*WHAT NEEDS TO BE DONE*:
Your task is to transcribe all of the data below exactly, omitting the images.

[Extracted data entries]

########################################

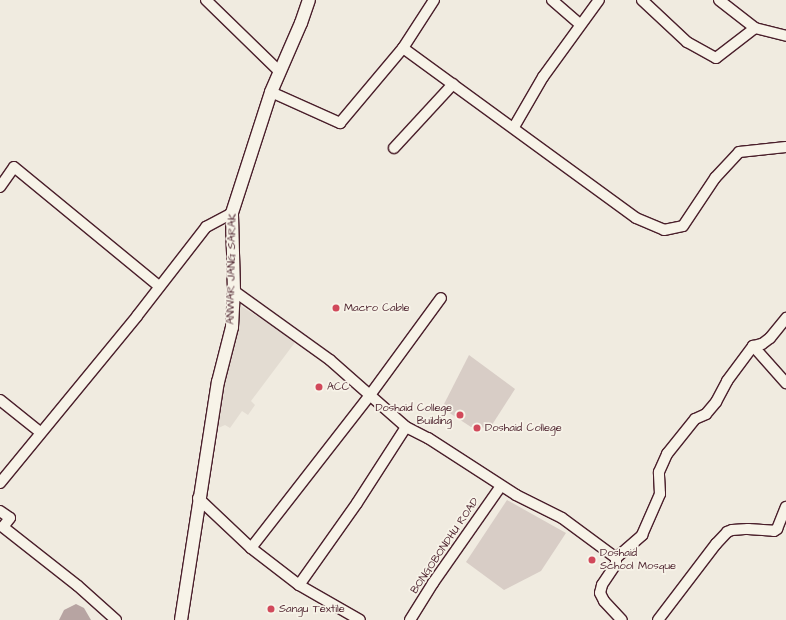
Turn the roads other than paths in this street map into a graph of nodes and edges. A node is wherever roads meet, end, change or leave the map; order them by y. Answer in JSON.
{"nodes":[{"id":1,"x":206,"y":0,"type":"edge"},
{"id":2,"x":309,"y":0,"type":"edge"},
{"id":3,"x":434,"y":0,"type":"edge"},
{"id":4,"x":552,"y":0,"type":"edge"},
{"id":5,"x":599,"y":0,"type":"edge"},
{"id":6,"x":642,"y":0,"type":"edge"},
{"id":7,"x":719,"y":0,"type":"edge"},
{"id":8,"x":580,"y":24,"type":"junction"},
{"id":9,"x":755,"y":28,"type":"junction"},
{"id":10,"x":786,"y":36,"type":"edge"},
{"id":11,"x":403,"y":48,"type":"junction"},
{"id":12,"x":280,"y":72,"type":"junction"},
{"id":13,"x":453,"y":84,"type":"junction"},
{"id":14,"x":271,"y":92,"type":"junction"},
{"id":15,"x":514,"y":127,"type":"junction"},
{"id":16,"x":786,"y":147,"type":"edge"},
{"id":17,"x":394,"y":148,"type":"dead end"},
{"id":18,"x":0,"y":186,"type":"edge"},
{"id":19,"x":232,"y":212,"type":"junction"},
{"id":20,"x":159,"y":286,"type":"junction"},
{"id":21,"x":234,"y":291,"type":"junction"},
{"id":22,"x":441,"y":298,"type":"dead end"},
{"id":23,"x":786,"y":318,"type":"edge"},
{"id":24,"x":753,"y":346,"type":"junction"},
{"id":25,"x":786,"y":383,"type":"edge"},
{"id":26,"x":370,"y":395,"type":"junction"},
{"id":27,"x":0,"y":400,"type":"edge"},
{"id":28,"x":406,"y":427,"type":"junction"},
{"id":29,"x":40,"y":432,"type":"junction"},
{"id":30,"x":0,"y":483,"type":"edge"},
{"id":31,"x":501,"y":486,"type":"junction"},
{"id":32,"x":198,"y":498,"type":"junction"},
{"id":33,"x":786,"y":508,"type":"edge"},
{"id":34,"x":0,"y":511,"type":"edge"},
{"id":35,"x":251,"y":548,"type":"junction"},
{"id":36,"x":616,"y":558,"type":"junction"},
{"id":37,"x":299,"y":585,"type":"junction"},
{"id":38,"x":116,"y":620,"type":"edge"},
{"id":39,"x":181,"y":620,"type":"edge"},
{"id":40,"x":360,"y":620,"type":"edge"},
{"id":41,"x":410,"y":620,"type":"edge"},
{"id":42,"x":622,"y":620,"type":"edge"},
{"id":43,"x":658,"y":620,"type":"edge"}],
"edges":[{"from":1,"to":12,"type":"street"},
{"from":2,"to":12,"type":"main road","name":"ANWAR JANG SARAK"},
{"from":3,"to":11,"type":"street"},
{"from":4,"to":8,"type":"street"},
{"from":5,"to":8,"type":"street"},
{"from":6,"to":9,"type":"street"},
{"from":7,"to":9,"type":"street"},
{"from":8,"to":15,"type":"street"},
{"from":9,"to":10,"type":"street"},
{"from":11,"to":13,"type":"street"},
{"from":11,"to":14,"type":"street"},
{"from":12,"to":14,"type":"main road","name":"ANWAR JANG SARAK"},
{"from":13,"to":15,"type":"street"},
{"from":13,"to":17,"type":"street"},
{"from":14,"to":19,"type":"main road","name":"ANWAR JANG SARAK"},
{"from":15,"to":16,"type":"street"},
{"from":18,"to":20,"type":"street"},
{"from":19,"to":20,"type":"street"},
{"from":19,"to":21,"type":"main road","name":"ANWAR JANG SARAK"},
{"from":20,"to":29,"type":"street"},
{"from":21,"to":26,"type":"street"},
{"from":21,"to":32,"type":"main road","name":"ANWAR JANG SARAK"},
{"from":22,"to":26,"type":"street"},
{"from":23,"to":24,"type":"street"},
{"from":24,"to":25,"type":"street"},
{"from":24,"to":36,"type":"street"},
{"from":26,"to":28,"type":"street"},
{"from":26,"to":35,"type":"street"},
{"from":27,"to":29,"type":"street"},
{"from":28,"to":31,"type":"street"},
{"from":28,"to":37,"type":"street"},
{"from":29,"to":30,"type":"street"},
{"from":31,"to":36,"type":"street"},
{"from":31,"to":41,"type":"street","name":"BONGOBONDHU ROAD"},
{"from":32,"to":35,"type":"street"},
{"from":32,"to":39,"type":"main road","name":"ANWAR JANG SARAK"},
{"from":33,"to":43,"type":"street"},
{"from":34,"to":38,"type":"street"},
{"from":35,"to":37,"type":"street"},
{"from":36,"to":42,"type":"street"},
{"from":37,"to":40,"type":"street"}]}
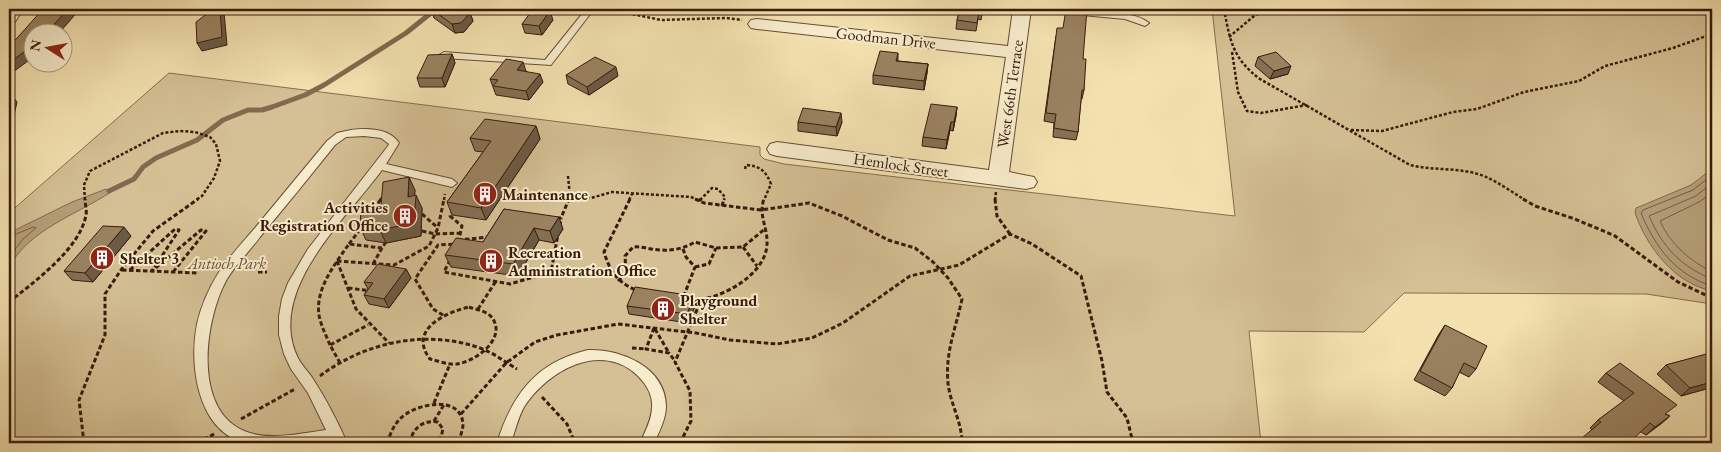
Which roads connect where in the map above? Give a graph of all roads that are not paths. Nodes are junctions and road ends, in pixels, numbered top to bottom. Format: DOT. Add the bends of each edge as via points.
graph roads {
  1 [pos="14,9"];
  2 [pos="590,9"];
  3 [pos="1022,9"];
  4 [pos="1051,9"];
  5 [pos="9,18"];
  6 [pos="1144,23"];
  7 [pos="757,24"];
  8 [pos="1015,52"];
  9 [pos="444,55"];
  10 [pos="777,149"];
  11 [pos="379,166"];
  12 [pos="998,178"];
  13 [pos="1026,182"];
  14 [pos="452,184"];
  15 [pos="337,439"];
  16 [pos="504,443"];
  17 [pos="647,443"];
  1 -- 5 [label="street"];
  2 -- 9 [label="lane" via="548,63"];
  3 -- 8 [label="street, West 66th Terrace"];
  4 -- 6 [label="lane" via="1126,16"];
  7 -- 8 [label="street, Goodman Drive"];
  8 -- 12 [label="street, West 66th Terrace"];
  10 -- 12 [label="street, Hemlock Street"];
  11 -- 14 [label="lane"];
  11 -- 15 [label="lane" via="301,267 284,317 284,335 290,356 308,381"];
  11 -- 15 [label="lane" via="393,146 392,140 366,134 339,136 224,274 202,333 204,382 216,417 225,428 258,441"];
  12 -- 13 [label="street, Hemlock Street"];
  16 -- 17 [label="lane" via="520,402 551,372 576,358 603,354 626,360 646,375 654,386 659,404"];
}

########################################

*RESULT OF THIS TASK*:
Turn the roads other than paths in this street map into a graph of nodes and edges. A node is wherever roads meet, end, change or leave the map; order them by y. Answer in JSON.
{"nodes":[{"id":1,"x":206,"y":0,"type":"edge"},
{"id":2,"x":309,"y":0,"type":"edge"},
{"id":3,"x":434,"y":0,"type":"edge"},
{"id":4,"x":552,"y":0,"type":"edge"},
{"id":5,"x":599,"y":0,"type":"edge"},
{"id":6,"x":642,"y":0,"type":"edge"},
{"id":7,"x":719,"y":0,"type":"edge"},
{"id":8,"x":580,"y":24,"type":"junction"},
{"id":9,"x":755,"y":28,"type":"junction"},
{"id":10,"x":786,"y":36,"type":"edge"},
{"id":11,"x":403,"y":48,"type":"junction"},
{"id":12,"x":280,"y":72,"type":"junction"},
{"id":13,"x":453,"y":84,"type":"junction"},
{"id":14,"x":271,"y":92,"type":"junction"},
{"id":15,"x":514,"y":127,"type":"junction"},
{"id":16,"x":786,"y":147,"type":"edge"},
{"id":17,"x":394,"y":148,"type":"dead end"},
{"id":18,"x":0,"y":186,"type":"edge"},
{"id":19,"x":232,"y":212,"type":"junction"},
{"id":20,"x":159,"y":286,"type":"junction"},
{"id":21,"x":234,"y":291,"type":"junction"},
{"id":22,"x":441,"y":298,"type":"dead end"},
{"id":23,"x":786,"y":318,"type":"edge"},
{"id":24,"x":753,"y":346,"type":"junction"},
{"id":25,"x":786,"y":383,"type":"edge"},
{"id":26,"x":370,"y":395,"type":"junction"},
{"id":27,"x":0,"y":400,"type":"edge"},
{"id":28,"x":406,"y":427,"type":"junction"},
{"id":29,"x":40,"y":432,"type":"junction"},
{"id":30,"x":0,"y":483,"type":"edge"},
{"id":31,"x":501,"y":486,"type":"junction"},
{"id":32,"x":198,"y":498,"type":"junction"},
{"id":33,"x":786,"y":508,"type":"edge"},
{"id":34,"x":0,"y":511,"type":"edge"},
{"id":35,"x":251,"y":548,"type":"junction"},
{"id":36,"x":616,"y":558,"type":"junction"},
{"id":37,"x":299,"y":585,"type":"junction"},
{"id":38,"x":116,"y":620,"type":"edge"},
{"id":39,"x":181,"y":620,"type":"edge"},
{"id":40,"x":360,"y":620,"type":"edge"},
{"id":41,"x":410,"y":620,"type":"edge"},
{"id":42,"x":622,"y":620,"type":"edge"},
{"id":43,"x":658,"y":620,"type":"edge"}],
"edges":[{"from":1,"to":12,"type":"street"},
{"from":2,"to":12,"type":"main road","name":"ANWAR JANG SARAK"},
{"from":3,"to":11,"type":"street"},
{"from":4,"to":8,"type":"street"},
{"from":5,"to":8,"type":"street"},
{"from":6,"to":9,"type":"street"},
{"from":7,"to":9,"type":"street"},
{"from":8,"to":15,"type":"street"},
{"from":9,"to":10,"type":"street"},
{"from":11,"to":13,"type":"street"},
{"from":11,"to":14,"type":"street"},
{"from":12,"to":14,"type":"main road","name":"ANWAR JANG SARAK"},
{"from":13,"to":15,"type":"street"},
{"from":13,"to":17,"type":"street"},
{"from":14,"to":19,"type":"main road","name":"ANWAR JANG SARAK"},
{"from":15,"to":16,"type":"street"},
{"from":18,"to":20,"type":"street"},
{"from":19,"to":20,"type":"street"},
{"from":19,"to":21,"type":"main road","name":"ANWAR JANG SARAK"},
{"from":20,"to":29,"type":"street"},
{"from":21,"to":26,"type":"street"},
{"from":21,"to":32,"type":"main road","name":"ANWAR JANG SARAK"},
{"from":22,"to":26,"type":"street"},
{"from":23,"to":24,"type":"street"},
{"from":24,"to":25,"type":"street"},
{"from":24,"to":36,"type":"street"},
{"from":26,"to":28,"type":"street"},
{"from":26,"to":35,"type":"street"},
{"from":27,"to":29,"type":"street"},
{"from":28,"to":31,"type":"street"},
{"from":28,"to":37,"type":"street"},
{"from":29,"to":30,"type":"street"},
{"from":31,"to":36,"type":"street"},
{"from":31,"to":41,"type":"street","name":"BONGOBONDHU ROAD"},
{"from":32,"to":35,"type":"street"},
{"from":32,"to":39,"type":"main road","name":"ANWAR JANG SARAK"},
{"from":33,"to":43,"type":"street"},
{"from":34,"to":38,"type":"street"},
{"from":35,"to":37,"type":"street"},
{"from":36,"to":42,"type":"street"},
{"from":37,"to":40,"type":"street"}]}
Which roads connect where in the map above? Give a graph of all roads that are not paths. Nodes are junctions and road ends, in pixels, numbered top to bottom. Format: DOT. Add the bends of each edge as via points.
graph roads {
  1 [pos="14,9"];
  2 [pos="590,9"];
  3 [pos="1022,9"];
  4 [pos="1051,9"];
  5 [pos="9,18"];
  6 [pos="1144,23"];
  7 [pos="757,24"];
  8 [pos="1015,52"];
  9 [pos="444,55"];
  10 [pos="777,149"];
  11 [pos="379,166"];
  12 [pos="998,178"];
  13 [pos="1026,182"];
  14 [pos="452,184"];
  15 [pos="337,439"];
  16 [pos="504,443"];
  17 [pos="647,443"];
  1 -- 5 [label="street"];
  2 -- 9 [label="lane" via="548,63"];
  3 -- 8 [label="street, West 66th Terrace"];
  4 -- 6 [label="lane" via="1126,16"];
  7 -- 8 [label="street, Goodman Drive"];
  8 -- 12 [label="street, West 66th Terrace"];
  10 -- 12 [label="street, Hemlock Street"];
  11 -- 14 [label="lane"];
  11 -- 15 [label="lane" via="301,267 284,317 284,335 290,356 308,381"];
  11 -- 15 [label="lane" via="393,146 392,140 366,134 339,136 224,274 202,333 204,382 216,417 225,428 258,441"];
  12 -- 13 [label="street, Hemlock Street"];
  16 -- 17 [label="lane" via="520,402 551,372 576,358 603,354 626,360 646,375 654,386 659,404"];
}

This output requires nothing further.